In the records that follow, the lines from the one containing "middle mcp: (798, 341)" to the one containing "thumb ip: (495, 226)", inclusive, are to be given again exactly.

> **RECORDED DATA**
%%
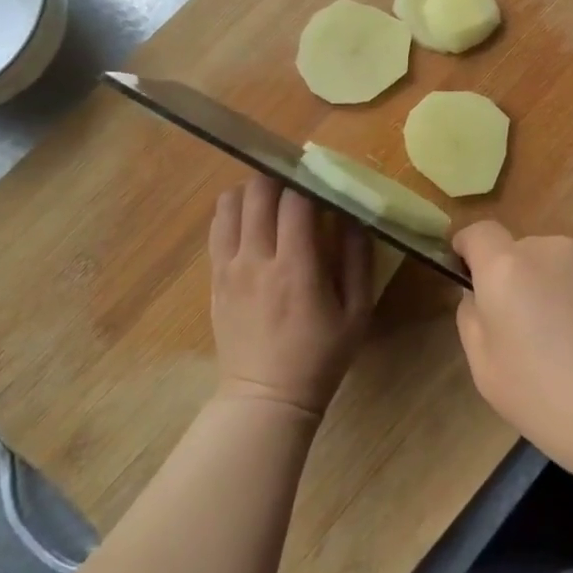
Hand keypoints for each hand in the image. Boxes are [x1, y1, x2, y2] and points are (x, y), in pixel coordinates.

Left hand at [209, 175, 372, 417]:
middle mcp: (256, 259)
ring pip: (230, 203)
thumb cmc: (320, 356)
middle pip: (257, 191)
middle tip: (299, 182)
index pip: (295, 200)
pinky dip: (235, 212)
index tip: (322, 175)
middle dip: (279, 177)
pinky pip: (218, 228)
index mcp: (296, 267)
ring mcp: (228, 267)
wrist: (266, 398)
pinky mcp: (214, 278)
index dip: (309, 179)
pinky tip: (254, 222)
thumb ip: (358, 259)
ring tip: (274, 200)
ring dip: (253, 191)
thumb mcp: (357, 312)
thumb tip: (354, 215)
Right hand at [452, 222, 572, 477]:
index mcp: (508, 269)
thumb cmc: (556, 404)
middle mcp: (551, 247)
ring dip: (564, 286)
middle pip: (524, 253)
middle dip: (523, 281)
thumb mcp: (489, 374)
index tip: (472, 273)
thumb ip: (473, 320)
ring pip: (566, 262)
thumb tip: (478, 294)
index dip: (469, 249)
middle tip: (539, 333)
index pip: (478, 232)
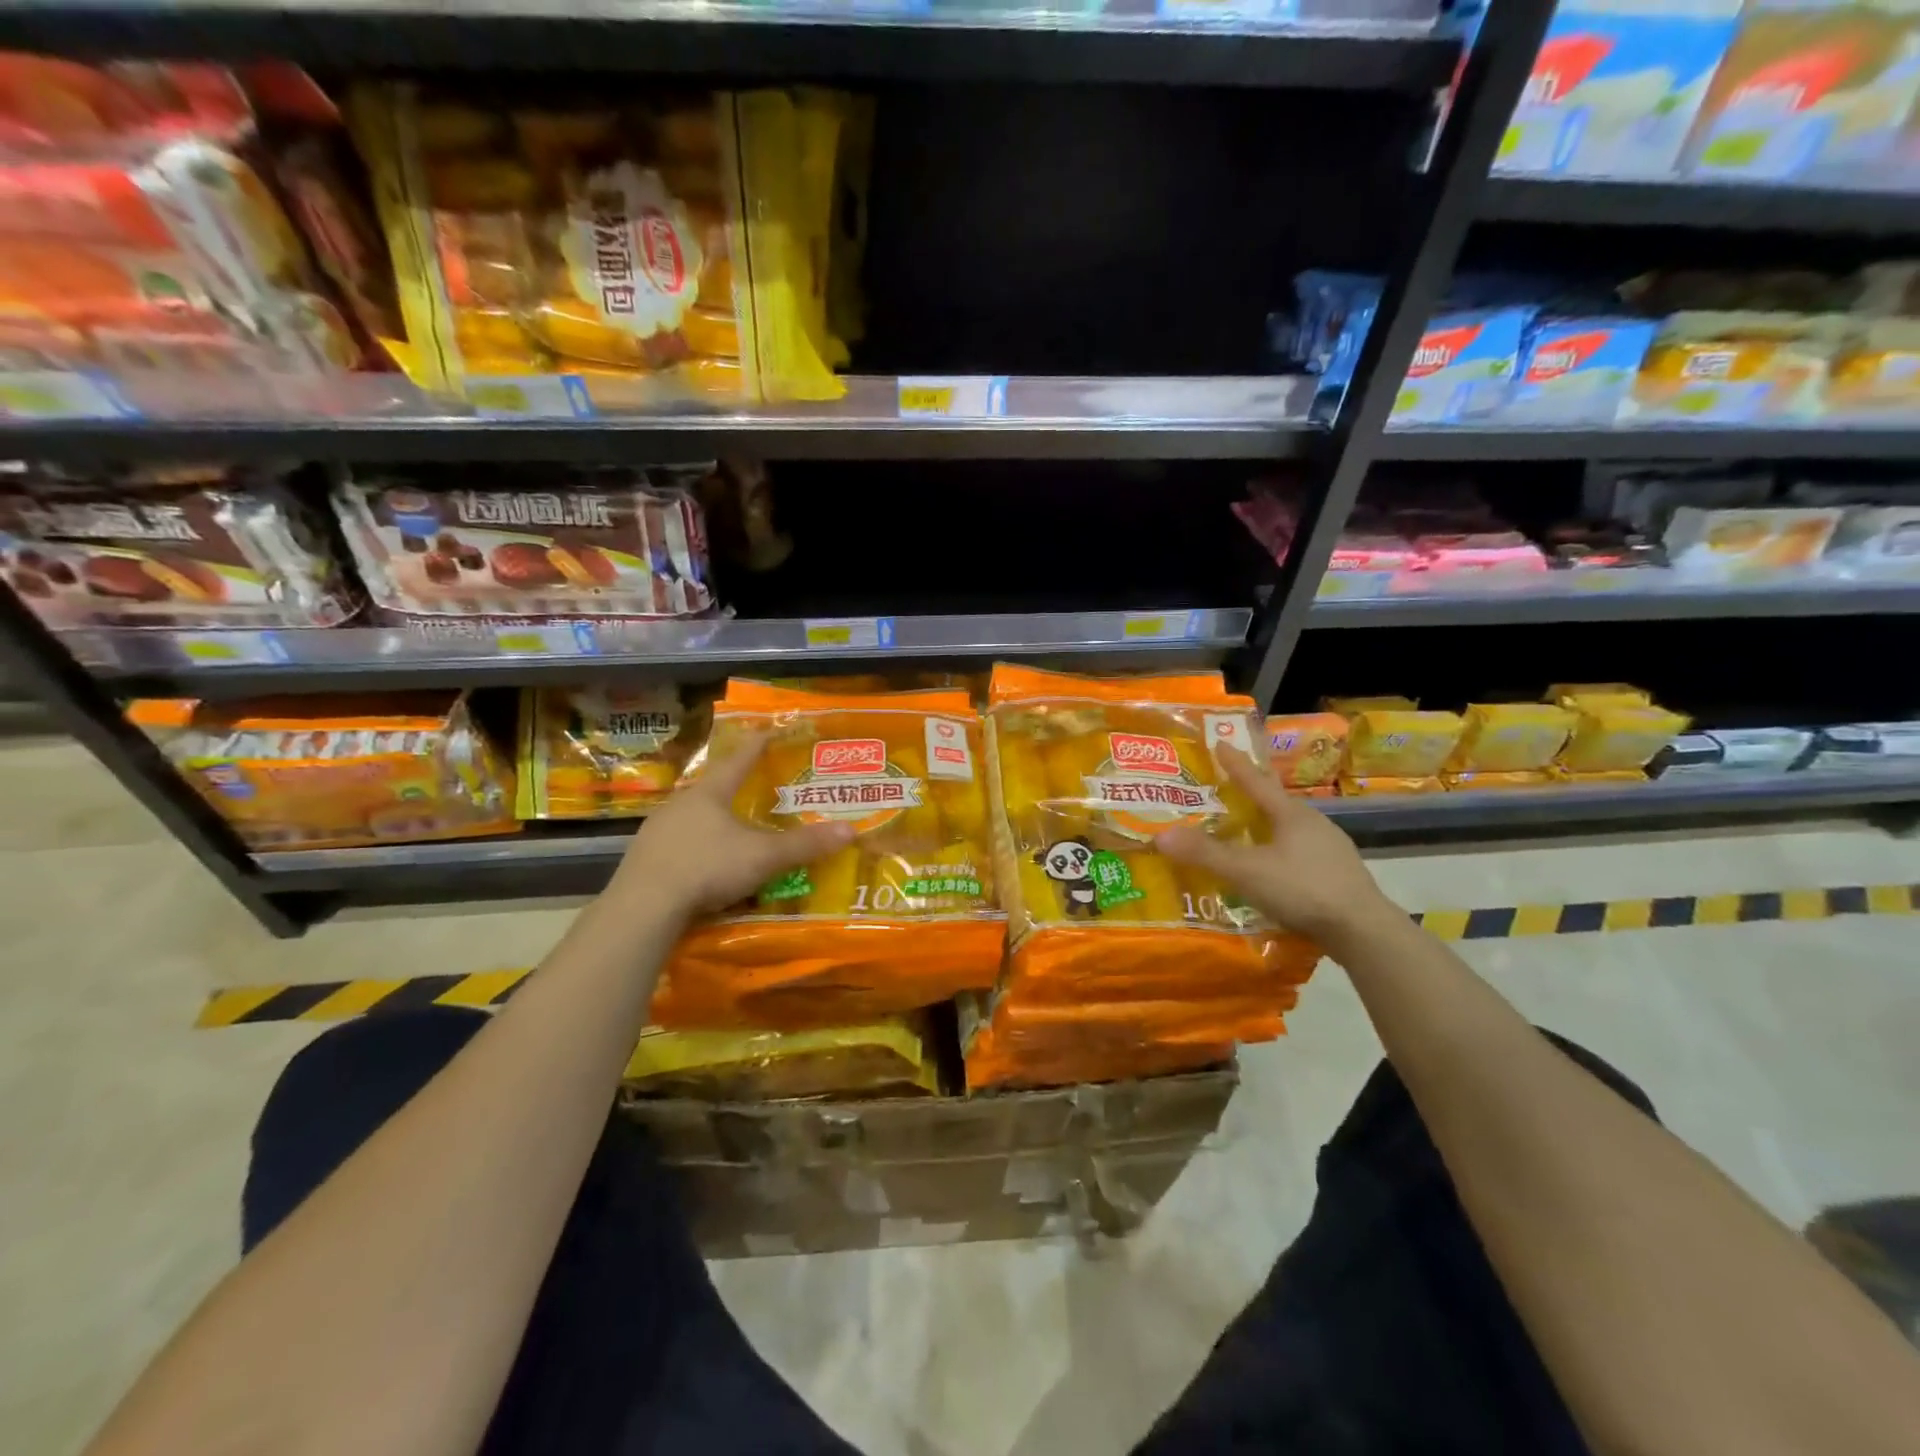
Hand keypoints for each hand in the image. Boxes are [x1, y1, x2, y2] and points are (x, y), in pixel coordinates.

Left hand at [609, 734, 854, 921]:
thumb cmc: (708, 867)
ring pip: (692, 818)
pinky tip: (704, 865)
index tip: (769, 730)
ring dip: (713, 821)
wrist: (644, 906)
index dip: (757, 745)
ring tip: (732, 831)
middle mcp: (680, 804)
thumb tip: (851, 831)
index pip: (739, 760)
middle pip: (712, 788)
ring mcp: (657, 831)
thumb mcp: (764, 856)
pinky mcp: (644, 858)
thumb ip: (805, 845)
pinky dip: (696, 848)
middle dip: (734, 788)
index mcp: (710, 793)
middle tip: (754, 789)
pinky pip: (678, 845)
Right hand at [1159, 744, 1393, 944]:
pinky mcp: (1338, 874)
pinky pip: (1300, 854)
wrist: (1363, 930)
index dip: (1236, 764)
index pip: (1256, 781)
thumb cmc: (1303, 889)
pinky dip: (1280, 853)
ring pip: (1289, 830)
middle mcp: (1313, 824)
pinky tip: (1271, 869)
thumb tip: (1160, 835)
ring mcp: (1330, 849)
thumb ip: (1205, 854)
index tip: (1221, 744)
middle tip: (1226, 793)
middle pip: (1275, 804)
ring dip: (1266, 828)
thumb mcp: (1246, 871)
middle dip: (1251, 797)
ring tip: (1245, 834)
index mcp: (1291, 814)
%%
%%
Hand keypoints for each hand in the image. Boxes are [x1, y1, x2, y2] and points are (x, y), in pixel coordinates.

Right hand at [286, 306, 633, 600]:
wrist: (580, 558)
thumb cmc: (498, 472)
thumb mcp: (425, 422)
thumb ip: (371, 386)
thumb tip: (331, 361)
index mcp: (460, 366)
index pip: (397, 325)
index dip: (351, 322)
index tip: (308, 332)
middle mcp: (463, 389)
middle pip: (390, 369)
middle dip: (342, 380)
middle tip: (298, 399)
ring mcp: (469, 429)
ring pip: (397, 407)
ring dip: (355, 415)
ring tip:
%%
%%
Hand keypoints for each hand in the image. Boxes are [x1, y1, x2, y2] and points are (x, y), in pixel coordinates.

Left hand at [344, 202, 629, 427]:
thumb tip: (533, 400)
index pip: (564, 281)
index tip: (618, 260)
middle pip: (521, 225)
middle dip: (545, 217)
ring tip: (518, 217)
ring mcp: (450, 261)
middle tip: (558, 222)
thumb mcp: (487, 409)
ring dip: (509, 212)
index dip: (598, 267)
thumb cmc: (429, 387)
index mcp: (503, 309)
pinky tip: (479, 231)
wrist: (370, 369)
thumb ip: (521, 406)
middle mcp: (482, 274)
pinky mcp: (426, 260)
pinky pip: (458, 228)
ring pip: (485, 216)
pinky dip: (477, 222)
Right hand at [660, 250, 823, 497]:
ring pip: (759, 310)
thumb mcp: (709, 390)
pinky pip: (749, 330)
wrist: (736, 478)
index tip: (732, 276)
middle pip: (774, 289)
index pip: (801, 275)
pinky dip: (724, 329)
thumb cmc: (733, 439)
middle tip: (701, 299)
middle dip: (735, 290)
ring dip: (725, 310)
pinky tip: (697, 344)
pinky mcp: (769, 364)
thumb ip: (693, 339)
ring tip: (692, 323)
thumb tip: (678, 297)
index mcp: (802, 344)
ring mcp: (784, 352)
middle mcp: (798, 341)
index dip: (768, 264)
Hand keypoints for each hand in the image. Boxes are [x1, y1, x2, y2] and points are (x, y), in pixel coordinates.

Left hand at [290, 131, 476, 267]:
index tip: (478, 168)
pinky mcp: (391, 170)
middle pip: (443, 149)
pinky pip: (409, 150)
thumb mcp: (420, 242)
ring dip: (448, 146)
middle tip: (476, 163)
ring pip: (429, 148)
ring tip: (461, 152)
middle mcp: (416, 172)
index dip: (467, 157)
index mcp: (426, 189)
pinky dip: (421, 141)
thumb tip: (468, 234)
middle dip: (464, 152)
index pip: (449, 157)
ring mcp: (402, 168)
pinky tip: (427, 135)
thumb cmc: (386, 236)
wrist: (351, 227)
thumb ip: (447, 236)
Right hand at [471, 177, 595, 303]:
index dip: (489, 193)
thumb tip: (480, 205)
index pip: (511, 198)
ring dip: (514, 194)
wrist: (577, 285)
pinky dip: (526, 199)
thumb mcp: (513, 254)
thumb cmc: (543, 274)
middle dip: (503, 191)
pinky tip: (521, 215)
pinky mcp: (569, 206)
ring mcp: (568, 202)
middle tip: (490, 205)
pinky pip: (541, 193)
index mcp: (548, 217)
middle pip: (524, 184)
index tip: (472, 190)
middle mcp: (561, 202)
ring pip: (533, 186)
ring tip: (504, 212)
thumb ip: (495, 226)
%%
> **COMPLETED TASK**
middle mcp: (798, 341)
index dip: (768, 264)
Hand keypoints for each hand in the image. Boxes are [x1, y1, x2, y2] and points are (x, y), in pixel coordinates.

Left hand at [290, 131, 476, 267]:
index tip: (478, 168)
pinky mcp: (391, 170)
middle pip: (443, 149)
pinky pip: (409, 150)
thumb mcp: (420, 242)
ring dip: (448, 146)
middle tip: (476, 163)
ring pip: (429, 148)
ring tip: (461, 152)
middle mcp: (416, 172)
index dip: (467, 157)
index mcp: (426, 189)
pinky dip: (421, 141)
thumb tip: (468, 234)
middle dip: (464, 152)
index pip: (449, 157)
ring mcp: (402, 168)
pinky tip: (427, 135)
thumb cmc: (386, 236)
wrist: (351, 227)
thumb ip: (447, 236)
Right hand at [471, 177, 595, 303]:
index dip: (489, 193)
thumb tip: (480, 205)
index pip: (511, 198)
ring dip: (514, 194)
wrist: (577, 285)
pinky dip: (526, 199)
thumb mcp: (513, 254)
thumb cmc: (543, 274)
middle dip: (503, 191)
pinky tip: (521, 215)
pinky mcp: (569, 206)
ring mcp: (568, 202)
middle tip: (490, 205)
pinky pip: (541, 193)
index mcp: (548, 217)
middle pip: (524, 184)
index tip: (472, 190)
middle mcp: (561, 202)
ring pip: (533, 186)
ring tip: (504, 212)
thumb ip: (495, 226)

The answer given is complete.